My cat Tilda, eh, enjoying her gift. As you can see, she obviously approves. '... Am I supposed to play with these things?'


I hope everyone enjoys the photos. I can also add that Tilda does play with toys, but of course not when I want her to for a photo (she is a cat, after all). The cat toys are a perfect gift for another reason though, since I've recently decided to contact cat rescues about fostering cats! So I'm sure those toys will be used by a bunch of cats eventually. 

Again, thanks so much!


----------



## MollyWoppy

Oh boy, I'm so glad you got it ok. I was so anxious that you wouldn't receive it by Xmas. And, I knew Loke would tear up that kong toy, but what the hell, it's Xmas so he can do what he likes, no biggie if it only lasts a day or two. 
I really like that collar, I so hope you like it, Collar Mania are one of my favourites and I'm so relieved it fit Loke ok! I went back over a lot of your old posts and thats how I found out you had a cat, hence the cat toys. And, reading what you wrote above, I seriously could not be happier that you are going to be fostering kittens, that makes my heart very happy. A very merry Xmas to you and your pup and your kitten!


----------



## Unosmom

We got our today! thank you Rachel and the pups for the goodies, I hope that the treat ball will help prevent some counter surfing when I'm away..lol


----------



## lauren43

Thank You Emmie!!! Avery and I love everything!!!

Whats in the box?


















Gifts!









We only got part way and Avery had to test one out.









Trying a lung treat, yum!









And here's the whole lot.









Avery's first attempt at a work to eat toy...As you can see I've trained him to eat/chew on his bed lol


Eventually he got frustrated and tried to tear it apart, I'll just have to watch him closely when he uses it.

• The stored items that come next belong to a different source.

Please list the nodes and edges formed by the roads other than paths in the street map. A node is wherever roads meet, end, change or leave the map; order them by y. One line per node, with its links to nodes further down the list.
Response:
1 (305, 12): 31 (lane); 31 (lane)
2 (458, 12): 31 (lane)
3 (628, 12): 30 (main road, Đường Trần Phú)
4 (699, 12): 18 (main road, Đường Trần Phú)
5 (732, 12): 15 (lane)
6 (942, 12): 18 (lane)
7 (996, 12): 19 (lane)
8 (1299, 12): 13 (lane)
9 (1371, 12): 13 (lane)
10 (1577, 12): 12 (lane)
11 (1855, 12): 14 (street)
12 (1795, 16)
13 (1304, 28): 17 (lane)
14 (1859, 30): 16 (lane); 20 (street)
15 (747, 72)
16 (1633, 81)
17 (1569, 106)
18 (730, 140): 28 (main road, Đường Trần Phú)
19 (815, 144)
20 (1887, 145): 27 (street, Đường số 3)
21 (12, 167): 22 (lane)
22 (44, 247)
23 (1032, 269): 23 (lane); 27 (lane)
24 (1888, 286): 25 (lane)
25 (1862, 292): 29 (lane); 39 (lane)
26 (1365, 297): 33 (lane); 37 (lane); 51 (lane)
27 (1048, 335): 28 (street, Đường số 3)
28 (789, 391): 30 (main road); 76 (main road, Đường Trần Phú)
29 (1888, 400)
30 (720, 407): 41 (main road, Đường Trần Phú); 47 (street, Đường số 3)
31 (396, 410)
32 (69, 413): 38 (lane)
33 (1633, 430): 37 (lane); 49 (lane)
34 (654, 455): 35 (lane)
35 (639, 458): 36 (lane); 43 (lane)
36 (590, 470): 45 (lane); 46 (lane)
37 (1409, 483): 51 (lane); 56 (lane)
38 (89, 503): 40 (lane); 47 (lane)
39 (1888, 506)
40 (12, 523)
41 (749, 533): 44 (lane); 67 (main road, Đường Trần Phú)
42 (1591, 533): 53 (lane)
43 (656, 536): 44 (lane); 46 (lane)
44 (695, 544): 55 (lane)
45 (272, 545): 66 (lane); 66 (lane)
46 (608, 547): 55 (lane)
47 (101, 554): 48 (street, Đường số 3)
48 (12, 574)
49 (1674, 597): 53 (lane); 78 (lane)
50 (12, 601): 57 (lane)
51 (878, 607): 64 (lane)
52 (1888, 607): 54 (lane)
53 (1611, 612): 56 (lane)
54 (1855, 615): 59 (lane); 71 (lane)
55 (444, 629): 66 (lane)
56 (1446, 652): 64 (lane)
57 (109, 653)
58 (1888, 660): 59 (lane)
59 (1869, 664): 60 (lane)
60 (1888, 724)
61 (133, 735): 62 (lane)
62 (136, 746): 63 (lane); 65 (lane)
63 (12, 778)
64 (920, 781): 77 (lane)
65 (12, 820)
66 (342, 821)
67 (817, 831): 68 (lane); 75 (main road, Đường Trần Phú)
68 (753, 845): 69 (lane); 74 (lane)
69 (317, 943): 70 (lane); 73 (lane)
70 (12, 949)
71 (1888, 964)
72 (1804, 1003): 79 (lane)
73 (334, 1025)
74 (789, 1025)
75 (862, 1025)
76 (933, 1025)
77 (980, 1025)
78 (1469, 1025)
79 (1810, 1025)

Thank you so much Emmie. We love everything and the treats are perfect!


----------



## rannmiller

I'm glad Uno likes his stuff! I can see the treats were a hit!


----------



## werecatrising

I'm so glad you and Avery liked everything! Thanks for sharing the pictures and video!


----------



## Caty M

I got mine today from Sarah (Sozzle) and Stanley!! 










We got a gorgeous cloth martingale that looks great on Bishop- and it's NZ themed. Also a NZ calandar!!! Great for me since I lived there for a few years!!










An all natural soap bar (great for Bishop!!! he gets a poopy bum sometimes! LOL)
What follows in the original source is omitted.